Each line containing the string "obvoznica" should be copied out of the entries.

------ Data for analysis

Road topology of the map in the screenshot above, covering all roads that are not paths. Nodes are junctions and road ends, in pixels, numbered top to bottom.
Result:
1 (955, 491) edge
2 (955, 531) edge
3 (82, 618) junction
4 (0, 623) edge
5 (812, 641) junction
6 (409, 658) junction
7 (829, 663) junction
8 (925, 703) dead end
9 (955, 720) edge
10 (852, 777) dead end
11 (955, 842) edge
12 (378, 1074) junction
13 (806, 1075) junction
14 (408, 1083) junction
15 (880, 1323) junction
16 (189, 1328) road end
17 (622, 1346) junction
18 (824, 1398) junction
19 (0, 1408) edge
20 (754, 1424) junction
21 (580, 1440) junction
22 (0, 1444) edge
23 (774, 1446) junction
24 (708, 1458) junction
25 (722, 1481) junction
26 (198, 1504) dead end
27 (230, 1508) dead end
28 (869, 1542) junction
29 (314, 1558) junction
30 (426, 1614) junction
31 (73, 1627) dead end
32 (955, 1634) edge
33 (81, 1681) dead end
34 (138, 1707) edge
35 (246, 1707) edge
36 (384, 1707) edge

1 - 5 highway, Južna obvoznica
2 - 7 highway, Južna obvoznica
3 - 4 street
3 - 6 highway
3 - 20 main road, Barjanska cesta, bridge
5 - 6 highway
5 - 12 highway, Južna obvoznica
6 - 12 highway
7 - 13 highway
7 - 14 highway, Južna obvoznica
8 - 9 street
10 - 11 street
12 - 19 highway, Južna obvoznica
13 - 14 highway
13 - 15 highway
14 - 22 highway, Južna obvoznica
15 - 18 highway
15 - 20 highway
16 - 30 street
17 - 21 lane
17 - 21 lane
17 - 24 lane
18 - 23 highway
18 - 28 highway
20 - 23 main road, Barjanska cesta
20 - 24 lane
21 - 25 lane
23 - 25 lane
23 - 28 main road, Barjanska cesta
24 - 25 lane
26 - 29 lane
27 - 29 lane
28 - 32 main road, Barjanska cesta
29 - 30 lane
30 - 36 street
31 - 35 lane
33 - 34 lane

------------

Answer to the exercise:
1 - 5 highway, Južna obvoznica
2 - 7 highway, Južna obvoznica
5 - 12 highway, Južna obvoznica
7 - 14 highway, Južna obvoznica
12 - 19 highway, Južna obvoznica
14 - 22 highway, Južna obvoznica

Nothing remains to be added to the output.